Pemerintah Harus Selesaikan Tiga Aspek dalam RUU Migas
Pemerintah masih berupaya merevisi Undang-Undang Nomor 22 tahun 2001 tentang Minyak dan Gas Bumi (Migas). Untuk itu, pemerintah harus menyelesaikan tiga aspek yang terkait dengan undang-undang tersebut.
Wakil Menteri Energi dan Sumber Daya Mineral (ESDM) Arcandra Tahar mengatakan, ketiga aspek tersebut yakni aspek teknis, sosial dan politik. Untuk menyelesaikan aspek politik, pemerintah harus membahasnya dengan Dewan Perwakilan Rakyat (DPR). " Dengan DPR nanti ada prosesnya, pembicaraannya belum mulai, " katanya di Kementerian ESDM, Jumat (4/11).
(Baca: Revisi Undang-Undang, DPR Belum Bulat Sikapi Status SKK Migas)
Salah satu poin penting yang disorot Arcandra dari pembahasan RUU Migas ini adalah penguatan perusahaan migas nasional. Tujuan penguatan tersebut untuk menyokong kedaulatan energi di Indonesia sesuai dengan keinginan Presiden Joko Widodo.
Salah satu BUMN yang bergerak di sektor migas adalah PT Pertamina (Persero). Namun, kontribusi Pertamina terhadap produksi nasional masih sekitar 24 persen. Angka ini lebih rendah dari Saudi Aramco yang hampir 99 persen. Bahkan, masih kalah dengan BUMN Malaysia, Petronas yang bisa mencapai sekitar 50 sampai 60 persen.

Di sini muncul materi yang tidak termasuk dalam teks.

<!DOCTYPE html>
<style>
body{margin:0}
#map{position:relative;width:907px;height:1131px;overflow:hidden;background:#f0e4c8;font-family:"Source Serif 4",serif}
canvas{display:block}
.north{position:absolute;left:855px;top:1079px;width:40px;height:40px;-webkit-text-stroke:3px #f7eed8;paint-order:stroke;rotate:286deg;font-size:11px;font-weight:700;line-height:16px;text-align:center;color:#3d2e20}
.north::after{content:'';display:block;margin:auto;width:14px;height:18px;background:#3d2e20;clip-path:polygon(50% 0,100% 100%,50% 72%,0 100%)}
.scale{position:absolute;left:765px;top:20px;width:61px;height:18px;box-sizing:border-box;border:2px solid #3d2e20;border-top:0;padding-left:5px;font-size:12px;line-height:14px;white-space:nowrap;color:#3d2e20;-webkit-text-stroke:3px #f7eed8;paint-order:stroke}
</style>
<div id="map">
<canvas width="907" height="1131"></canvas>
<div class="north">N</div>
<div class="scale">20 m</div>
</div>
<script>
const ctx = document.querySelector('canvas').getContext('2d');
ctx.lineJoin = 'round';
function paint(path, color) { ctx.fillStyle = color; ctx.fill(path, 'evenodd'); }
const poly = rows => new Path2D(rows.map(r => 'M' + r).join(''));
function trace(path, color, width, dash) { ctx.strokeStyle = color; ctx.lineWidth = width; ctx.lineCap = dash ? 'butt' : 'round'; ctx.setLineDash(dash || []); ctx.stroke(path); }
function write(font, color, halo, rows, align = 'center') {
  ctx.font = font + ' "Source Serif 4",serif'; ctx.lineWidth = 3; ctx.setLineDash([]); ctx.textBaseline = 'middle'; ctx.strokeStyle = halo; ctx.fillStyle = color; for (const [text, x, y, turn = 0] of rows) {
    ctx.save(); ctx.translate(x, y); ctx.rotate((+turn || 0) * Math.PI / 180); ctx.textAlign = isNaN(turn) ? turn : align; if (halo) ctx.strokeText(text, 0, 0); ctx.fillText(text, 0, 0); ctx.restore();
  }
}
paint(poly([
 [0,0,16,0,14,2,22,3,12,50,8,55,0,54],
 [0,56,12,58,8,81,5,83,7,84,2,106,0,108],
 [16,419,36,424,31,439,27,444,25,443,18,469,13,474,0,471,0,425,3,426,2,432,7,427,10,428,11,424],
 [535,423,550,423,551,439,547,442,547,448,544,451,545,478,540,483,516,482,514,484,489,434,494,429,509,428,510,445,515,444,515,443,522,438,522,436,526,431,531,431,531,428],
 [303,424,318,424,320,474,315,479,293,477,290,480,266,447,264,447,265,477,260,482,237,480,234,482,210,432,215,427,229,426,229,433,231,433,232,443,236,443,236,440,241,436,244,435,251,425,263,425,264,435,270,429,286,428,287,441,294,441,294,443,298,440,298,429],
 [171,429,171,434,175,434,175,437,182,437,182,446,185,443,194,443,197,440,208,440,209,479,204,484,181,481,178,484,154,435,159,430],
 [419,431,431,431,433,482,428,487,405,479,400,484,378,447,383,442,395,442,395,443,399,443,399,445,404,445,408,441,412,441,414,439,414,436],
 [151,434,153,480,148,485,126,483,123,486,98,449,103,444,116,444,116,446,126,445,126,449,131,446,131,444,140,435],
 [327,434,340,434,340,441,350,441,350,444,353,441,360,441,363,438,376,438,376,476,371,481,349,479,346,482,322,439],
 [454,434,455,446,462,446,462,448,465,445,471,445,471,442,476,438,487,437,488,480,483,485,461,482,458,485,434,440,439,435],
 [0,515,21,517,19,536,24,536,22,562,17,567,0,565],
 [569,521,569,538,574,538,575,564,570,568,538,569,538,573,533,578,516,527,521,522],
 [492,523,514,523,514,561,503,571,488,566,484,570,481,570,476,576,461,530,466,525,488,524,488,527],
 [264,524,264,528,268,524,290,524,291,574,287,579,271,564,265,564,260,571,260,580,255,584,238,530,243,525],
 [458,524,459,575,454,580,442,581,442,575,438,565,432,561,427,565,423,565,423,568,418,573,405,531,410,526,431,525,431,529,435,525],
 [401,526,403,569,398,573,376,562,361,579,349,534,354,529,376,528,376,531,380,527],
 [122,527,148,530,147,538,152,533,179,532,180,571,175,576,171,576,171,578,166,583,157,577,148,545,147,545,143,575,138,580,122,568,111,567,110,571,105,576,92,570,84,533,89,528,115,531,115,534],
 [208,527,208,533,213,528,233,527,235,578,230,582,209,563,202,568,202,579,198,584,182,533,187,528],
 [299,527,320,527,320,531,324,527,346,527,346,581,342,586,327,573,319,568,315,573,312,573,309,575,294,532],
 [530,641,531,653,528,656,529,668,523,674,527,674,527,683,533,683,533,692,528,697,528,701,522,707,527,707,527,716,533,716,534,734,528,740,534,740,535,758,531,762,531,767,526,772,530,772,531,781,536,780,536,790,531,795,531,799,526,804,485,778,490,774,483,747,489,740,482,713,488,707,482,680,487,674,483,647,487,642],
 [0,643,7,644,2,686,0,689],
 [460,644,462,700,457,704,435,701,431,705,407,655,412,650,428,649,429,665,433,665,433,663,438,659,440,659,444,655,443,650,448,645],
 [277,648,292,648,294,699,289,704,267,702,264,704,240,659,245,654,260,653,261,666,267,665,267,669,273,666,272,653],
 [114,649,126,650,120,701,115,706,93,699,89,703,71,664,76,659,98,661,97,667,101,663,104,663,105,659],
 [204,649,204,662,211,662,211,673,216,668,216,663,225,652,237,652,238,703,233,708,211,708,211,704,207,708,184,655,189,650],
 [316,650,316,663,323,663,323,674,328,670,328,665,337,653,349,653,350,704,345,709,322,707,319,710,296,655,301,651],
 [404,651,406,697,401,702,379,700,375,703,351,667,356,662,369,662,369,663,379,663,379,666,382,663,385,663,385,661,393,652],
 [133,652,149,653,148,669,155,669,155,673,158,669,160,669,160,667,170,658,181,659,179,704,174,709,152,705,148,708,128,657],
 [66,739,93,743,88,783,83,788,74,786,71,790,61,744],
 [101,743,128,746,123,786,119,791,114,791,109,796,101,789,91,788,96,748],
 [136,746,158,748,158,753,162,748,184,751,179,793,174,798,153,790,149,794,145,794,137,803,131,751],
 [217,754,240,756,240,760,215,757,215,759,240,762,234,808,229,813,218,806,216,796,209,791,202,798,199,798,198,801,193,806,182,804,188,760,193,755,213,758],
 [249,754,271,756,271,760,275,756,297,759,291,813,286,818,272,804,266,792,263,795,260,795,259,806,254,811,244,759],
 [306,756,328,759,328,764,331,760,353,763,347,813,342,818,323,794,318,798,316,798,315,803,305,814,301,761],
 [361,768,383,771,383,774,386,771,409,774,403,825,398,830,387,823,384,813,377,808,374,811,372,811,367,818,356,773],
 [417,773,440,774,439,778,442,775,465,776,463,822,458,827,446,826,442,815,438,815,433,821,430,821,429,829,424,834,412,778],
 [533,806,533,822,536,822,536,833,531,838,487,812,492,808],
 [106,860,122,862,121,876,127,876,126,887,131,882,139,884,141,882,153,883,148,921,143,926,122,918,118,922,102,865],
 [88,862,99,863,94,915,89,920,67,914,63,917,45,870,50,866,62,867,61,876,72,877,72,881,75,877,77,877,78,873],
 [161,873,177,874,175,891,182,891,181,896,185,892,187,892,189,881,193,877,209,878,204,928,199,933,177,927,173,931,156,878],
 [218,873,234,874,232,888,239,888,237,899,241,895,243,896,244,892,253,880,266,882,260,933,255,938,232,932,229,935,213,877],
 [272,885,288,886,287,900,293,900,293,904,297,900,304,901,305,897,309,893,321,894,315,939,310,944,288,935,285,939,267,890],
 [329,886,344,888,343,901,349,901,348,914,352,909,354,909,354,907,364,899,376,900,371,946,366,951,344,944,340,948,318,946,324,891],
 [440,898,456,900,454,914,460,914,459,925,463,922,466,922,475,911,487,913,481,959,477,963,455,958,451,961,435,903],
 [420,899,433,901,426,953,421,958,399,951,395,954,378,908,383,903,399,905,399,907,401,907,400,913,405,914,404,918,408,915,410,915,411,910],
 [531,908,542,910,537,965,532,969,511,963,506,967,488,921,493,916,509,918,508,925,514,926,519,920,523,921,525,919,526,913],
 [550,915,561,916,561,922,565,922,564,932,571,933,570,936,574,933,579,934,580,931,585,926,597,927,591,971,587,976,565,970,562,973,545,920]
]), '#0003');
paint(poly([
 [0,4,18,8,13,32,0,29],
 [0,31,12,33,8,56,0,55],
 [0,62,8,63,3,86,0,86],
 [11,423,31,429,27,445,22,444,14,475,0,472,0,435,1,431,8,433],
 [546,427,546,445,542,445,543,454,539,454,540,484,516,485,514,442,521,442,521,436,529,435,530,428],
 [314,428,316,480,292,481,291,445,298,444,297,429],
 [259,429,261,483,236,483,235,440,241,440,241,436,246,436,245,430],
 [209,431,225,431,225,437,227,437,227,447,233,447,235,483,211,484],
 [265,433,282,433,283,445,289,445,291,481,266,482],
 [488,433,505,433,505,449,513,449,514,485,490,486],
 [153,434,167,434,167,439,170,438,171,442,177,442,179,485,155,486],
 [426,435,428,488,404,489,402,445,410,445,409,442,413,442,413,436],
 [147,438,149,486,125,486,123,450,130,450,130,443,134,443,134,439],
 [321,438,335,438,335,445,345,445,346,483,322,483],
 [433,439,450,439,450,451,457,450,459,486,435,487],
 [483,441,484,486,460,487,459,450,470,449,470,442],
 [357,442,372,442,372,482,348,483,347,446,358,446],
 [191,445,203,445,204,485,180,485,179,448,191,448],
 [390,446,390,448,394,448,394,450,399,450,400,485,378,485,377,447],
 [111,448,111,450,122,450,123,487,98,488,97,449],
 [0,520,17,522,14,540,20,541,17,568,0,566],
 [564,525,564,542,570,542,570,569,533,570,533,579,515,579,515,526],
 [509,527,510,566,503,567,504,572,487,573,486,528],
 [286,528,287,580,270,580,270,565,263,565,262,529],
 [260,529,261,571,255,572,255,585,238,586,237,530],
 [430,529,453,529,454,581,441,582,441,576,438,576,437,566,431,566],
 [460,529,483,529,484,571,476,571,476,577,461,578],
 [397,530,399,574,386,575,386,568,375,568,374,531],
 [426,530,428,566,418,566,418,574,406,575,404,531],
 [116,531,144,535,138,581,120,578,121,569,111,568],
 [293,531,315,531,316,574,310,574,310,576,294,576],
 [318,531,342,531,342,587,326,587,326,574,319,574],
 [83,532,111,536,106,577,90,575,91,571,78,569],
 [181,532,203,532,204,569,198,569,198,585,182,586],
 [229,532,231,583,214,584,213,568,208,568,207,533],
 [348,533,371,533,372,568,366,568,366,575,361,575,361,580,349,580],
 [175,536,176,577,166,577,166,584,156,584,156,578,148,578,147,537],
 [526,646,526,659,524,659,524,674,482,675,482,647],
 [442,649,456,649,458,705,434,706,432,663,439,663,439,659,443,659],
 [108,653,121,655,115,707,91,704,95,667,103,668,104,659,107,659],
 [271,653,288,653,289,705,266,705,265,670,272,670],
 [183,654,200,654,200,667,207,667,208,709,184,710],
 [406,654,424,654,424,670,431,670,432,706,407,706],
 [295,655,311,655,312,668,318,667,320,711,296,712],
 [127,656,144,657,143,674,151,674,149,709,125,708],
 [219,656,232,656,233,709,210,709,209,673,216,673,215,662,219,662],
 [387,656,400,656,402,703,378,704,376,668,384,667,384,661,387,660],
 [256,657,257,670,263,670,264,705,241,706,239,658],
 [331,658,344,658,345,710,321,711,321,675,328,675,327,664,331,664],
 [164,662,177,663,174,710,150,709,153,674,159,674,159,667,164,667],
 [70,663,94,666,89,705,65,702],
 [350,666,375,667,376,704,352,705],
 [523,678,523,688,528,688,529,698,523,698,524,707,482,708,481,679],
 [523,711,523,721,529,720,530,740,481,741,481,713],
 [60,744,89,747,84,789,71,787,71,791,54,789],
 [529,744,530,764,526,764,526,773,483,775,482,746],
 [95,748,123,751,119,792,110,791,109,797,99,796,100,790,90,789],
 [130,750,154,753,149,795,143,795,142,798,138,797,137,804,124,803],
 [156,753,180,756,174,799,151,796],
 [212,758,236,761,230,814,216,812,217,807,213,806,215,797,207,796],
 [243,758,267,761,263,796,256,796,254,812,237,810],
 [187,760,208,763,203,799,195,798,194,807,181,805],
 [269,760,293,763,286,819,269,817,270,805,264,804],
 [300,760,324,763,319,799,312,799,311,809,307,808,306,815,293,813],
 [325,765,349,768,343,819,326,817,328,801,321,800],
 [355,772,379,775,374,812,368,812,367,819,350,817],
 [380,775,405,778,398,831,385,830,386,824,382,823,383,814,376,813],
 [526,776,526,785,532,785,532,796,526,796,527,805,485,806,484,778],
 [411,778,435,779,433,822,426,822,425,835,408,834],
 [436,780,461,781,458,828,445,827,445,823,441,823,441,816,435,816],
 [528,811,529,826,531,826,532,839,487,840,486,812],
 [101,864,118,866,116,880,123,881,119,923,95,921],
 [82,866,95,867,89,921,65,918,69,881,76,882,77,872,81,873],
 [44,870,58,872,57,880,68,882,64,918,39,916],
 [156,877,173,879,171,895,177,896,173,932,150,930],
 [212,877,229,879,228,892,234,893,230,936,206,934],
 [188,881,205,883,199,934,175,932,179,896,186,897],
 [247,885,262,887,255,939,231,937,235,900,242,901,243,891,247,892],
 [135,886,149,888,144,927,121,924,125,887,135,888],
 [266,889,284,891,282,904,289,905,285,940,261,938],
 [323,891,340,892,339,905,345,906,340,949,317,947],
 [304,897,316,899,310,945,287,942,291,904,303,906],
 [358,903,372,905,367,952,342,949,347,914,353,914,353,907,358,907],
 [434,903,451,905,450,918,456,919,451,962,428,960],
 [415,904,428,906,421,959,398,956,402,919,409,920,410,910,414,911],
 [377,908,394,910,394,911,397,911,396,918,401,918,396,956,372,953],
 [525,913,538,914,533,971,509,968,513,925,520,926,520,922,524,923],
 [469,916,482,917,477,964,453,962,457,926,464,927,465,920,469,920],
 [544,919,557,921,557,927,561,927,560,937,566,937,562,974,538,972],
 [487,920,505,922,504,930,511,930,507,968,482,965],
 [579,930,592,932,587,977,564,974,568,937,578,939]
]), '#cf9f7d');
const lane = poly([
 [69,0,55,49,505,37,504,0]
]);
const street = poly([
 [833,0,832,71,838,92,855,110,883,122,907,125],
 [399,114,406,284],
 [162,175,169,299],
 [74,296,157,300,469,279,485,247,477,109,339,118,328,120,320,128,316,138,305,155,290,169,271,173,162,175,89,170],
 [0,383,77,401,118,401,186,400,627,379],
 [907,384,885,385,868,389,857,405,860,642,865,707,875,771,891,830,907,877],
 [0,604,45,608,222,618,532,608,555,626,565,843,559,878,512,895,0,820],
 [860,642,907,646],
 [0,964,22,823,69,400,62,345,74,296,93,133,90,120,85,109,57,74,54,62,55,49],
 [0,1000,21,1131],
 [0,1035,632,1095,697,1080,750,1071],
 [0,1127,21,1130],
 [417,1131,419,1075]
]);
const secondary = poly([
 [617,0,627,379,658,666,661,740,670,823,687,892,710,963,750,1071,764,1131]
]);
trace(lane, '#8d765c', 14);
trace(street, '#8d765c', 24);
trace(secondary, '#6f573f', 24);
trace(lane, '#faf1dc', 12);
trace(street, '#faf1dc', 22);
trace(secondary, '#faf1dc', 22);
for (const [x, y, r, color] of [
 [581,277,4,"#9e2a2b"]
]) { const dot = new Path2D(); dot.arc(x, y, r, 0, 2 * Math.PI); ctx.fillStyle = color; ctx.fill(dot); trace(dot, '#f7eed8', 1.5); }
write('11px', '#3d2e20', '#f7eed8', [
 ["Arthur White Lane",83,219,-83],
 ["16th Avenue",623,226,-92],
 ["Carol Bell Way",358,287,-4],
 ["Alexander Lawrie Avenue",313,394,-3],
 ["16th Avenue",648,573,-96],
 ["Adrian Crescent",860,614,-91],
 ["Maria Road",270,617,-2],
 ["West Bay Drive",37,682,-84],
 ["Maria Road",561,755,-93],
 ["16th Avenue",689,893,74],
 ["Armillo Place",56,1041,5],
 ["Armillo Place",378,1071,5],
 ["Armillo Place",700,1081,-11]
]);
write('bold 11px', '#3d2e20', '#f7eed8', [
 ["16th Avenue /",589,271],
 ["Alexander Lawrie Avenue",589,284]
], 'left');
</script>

(Baca: DPR Bahas Opsi Penghapusan Hukuman Penjara dalam UU Migas)
Namun, Arcandra belum mau menjelaskan secara detail mengenai konsep penguatan BUMN migas tersebut. Yang jelas, saat diskusi mengenai RUU Migas bersama Kamar Dagang dan Industri (Kadin) Indonesia di Jakarta, Selasa (1/11) lalu, ia sempat membuka opsi penggabungan Satuan Kerja Khusus Pelaksana Kegiatan Usaha Hulu Minyak dan Gas Bumi (SKK Migas) dengan Pertamina.
Selain itu, Arcandra menyinggung mengenai aset migas berupa cadangan migas nasional. Saat ini aset migas tersebut masih dikelola oleh SKK Migas. Padahal SKK Migas bukanlah lembaga bisnis, sehingga tidak bisa melalukan monetisasi aset tersebut.
Ke depan, ia berharap, aset tersebut bisa dimonetisasi sebagai tambahan sumber pembiayaan. “Bagaimana caranya aset bisa leverage, kami manfaatkan agar national company bisa kuat,” ujar dia.
Di sisi lain, Kepala Humas SKK Migas Taslim Z. Yunus mengaku khawatir jika aset-aset migas berpindah dari SKK Migas dan digunakan sebagai jaminan dalam bentuk utang atau bon. "Itu bahaya karena fluktuasi harga minyak itu tidak tentu, kalau tiba-tiba harga minyak naik dan turun bagaimana," kata dia kepada Katadata Selasa, (1/11).
(Baca: Limpahan Aset dari SKK Migas Bisa Perbesar Belanja Modal Pertamina)
Agar aset cadangan migas bisa termanfaatkan dengan baik, maka dia meminta Pertamina harus bisa memonetisasi cadangan migas secara cepat. Tujuannya agar aset tersebut tidak mengendap lama di dalam tanah.